BEGIN

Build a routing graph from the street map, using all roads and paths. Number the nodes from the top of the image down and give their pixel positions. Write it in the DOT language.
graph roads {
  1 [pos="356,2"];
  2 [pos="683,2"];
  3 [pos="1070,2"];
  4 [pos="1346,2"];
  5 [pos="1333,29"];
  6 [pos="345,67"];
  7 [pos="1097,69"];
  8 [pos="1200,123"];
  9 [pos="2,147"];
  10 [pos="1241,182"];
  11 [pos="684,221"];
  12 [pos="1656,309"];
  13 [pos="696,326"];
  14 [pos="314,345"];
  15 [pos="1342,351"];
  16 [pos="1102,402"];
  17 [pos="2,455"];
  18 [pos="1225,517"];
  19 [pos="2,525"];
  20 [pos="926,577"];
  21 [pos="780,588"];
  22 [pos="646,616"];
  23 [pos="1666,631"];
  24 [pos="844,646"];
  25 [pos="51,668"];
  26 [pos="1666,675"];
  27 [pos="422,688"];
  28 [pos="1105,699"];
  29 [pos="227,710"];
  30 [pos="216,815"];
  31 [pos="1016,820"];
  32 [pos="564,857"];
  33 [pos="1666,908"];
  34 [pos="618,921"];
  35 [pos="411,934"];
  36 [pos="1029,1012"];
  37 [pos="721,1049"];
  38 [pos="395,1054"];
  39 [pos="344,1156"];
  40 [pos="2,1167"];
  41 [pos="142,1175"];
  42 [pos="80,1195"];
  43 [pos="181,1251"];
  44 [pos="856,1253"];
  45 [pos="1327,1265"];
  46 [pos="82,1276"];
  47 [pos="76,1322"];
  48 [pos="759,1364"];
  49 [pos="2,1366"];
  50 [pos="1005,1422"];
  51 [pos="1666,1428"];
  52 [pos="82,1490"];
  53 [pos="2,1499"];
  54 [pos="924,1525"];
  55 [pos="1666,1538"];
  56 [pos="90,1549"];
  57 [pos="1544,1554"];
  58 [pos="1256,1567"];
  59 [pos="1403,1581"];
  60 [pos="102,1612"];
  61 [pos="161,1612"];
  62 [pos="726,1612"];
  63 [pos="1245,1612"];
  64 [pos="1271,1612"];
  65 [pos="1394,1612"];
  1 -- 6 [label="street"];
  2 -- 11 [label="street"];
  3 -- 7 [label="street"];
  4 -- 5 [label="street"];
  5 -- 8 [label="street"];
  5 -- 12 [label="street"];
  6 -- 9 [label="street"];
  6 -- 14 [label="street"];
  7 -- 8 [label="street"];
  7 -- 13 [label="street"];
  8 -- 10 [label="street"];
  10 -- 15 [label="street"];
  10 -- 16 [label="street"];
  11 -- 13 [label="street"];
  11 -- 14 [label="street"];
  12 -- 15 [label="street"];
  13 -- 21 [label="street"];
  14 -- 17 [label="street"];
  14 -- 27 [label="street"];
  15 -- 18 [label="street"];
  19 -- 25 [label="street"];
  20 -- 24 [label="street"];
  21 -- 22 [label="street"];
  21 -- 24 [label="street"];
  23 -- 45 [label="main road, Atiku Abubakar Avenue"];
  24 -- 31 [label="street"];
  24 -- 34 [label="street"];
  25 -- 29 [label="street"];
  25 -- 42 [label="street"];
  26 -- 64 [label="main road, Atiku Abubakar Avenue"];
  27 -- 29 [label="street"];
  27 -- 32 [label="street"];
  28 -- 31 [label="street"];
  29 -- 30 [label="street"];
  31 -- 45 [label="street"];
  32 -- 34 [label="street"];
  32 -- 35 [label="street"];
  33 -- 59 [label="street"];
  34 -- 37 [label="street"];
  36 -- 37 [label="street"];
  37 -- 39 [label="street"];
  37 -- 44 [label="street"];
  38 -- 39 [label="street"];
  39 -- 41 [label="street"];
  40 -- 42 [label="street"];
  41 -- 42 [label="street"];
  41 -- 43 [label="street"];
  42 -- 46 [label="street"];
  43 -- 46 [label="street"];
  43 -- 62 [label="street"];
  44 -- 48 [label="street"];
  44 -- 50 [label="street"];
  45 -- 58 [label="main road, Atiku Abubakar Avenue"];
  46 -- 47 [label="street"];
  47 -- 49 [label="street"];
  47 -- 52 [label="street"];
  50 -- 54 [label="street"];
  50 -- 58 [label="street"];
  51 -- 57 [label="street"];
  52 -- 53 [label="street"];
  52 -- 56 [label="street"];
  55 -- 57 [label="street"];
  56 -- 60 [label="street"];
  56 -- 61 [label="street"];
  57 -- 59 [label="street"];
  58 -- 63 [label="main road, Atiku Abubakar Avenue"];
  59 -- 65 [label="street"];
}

END

**YOUR ASSIGNMENT:** Taking the listing above, write all of it out exactly.

**TASK OUTPUT:**
Build a routing graph from the street map, using all roads and paths. Number the nodes from the top of the image down and give their pixel positions. Write it in the DOT language.
graph roads {
  1 [pos="356,2"];
  2 [pos="683,2"];
  3 [pos="1070,2"];
  4 [pos="1346,2"];
  5 [pos="1333,29"];
  6 [pos="345,67"];
  7 [pos="1097,69"];
  8 [pos="1200,123"];
  9 [pos="2,147"];
  10 [pos="1241,182"];
  11 [pos="684,221"];
  12 [pos="1656,309"];
  13 [pos="696,326"];
  14 [pos="314,345"];
  15 [pos="1342,351"];
  16 [pos="1102,402"];
  17 [pos="2,455"];
  18 [pos="1225,517"];
  19 [pos="2,525"];
  20 [pos="926,577"];
  21 [pos="780,588"];
  22 [pos="646,616"];
  23 [pos="1666,631"];
  24 [pos="844,646"];
  25 [pos="51,668"];
  26 [pos="1666,675"];
  27 [pos="422,688"];
  28 [pos="1105,699"];
  29 [pos="227,710"];
  30 [pos="216,815"];
  31 [pos="1016,820"];
  32 [pos="564,857"];
  33 [pos="1666,908"];
  34 [pos="618,921"];
  35 [pos="411,934"];
  36 [pos="1029,1012"];
  37 [pos="721,1049"];
  38 [pos="395,1054"];
  39 [pos="344,1156"];
  40 [pos="2,1167"];
  41 [pos="142,1175"];
  42 [pos="80,1195"];
  43 [pos="181,1251"];
  44 [pos="856,1253"];
  45 [pos="1327,1265"];
  46 [pos="82,1276"];
  47 [pos="76,1322"];
  48 [pos="759,1364"];
  49 [pos="2,1366"];
  50 [pos="1005,1422"];
  51 [pos="1666,1428"];
  52 [pos="82,1490"];
  53 [pos="2,1499"];
  54 [pos="924,1525"];
  55 [pos="1666,1538"];
  56 [pos="90,1549"];
  57 [pos="1544,1554"];
  58 [pos="1256,1567"];
  59 [pos="1403,1581"];
  60 [pos="102,1612"];
  61 [pos="161,1612"];
  62 [pos="726,1612"];
  63 [pos="1245,1612"];
  64 [pos="1271,1612"];
  65 [pos="1394,1612"];
  1 -- 6 [label="street"];
  2 -- 11 [label="street"];
  3 -- 7 [label="street"];
  4 -- 5 [label="street"];
  5 -- 8 [label="street"];
  5 -- 12 [label="street"];
  6 -- 9 [label="street"];
  6 -- 14 [label="street"];
  7 -- 8 [label="street"];
  7 -- 13 [label="street"];
  8 -- 10 [label="street"];
  10 -- 15 [label="street"];
  10 -- 16 [label="street"];
  11 -- 13 [label="street"];
  11 -- 14 [label="street"];
  12 -- 15 [label="street"];
  13 -- 21 [label="street"];
  14 -- 17 [label="street"];
  14 -- 27 [label="street"];
  15 -- 18 [label="street"];
  19 -- 25 [label="street"];
  20 -- 24 [label="street"];
  21 -- 22 [label="street"];
  21 -- 24 [label="street"];
  23 -- 45 [label="main road, Atiku Abubakar Avenue"];
  24 -- 31 [label="street"];
  24 -- 34 [label="street"];
  25 -- 29 [label="street"];
  25 -- 42 [label="street"];
  26 -- 64 [label="main road, Atiku Abubakar Avenue"];
  27 -- 29 [label="street"];
  27 -- 32 [label="street"];
  28 -- 31 [label="street"];
  29 -- 30 [label="street"];
  31 -- 45 [label="street"];
  32 -- 34 [label="street"];
  32 -- 35 [label="street"];
  33 -- 59 [label="street"];
  34 -- 37 [label="street"];
  36 -- 37 [label="street"];
  37 -- 39 [label="street"];
  37 -- 44 [label="street"];
  38 -- 39 [label="street"];
  39 -- 41 [label="street"];
  40 -- 42 [label="street"];
  41 -- 42 [label="street"];
  41 -- 43 [label="street"];
  42 -- 46 [label="street"];
  43 -- 46 [label="street"];
  43 -- 62 [label="street"];
  44 -- 48 [label="street"];
  44 -- 50 [label="street"];
  45 -- 58 [label="main road, Atiku Abubakar Avenue"];
  46 -- 47 [label="street"];
  47 -- 49 [label="street"];
  47 -- 52 [label="street"];
  50 -- 54 [label="street"];
  50 -- 58 [label="street"];
  51 -- 57 [label="street"];
  52 -- 53 [label="street"];
  52 -- 56 [label="street"];
  55 -- 57 [label="street"];
  56 -- 60 [label="street"];
  56 -- 61 [label="street"];
  57 -- 59 [label="street"];
  58 -- 63 [label="main road, Atiku Abubakar Avenue"];
  59 -- 65 [label="street"];
}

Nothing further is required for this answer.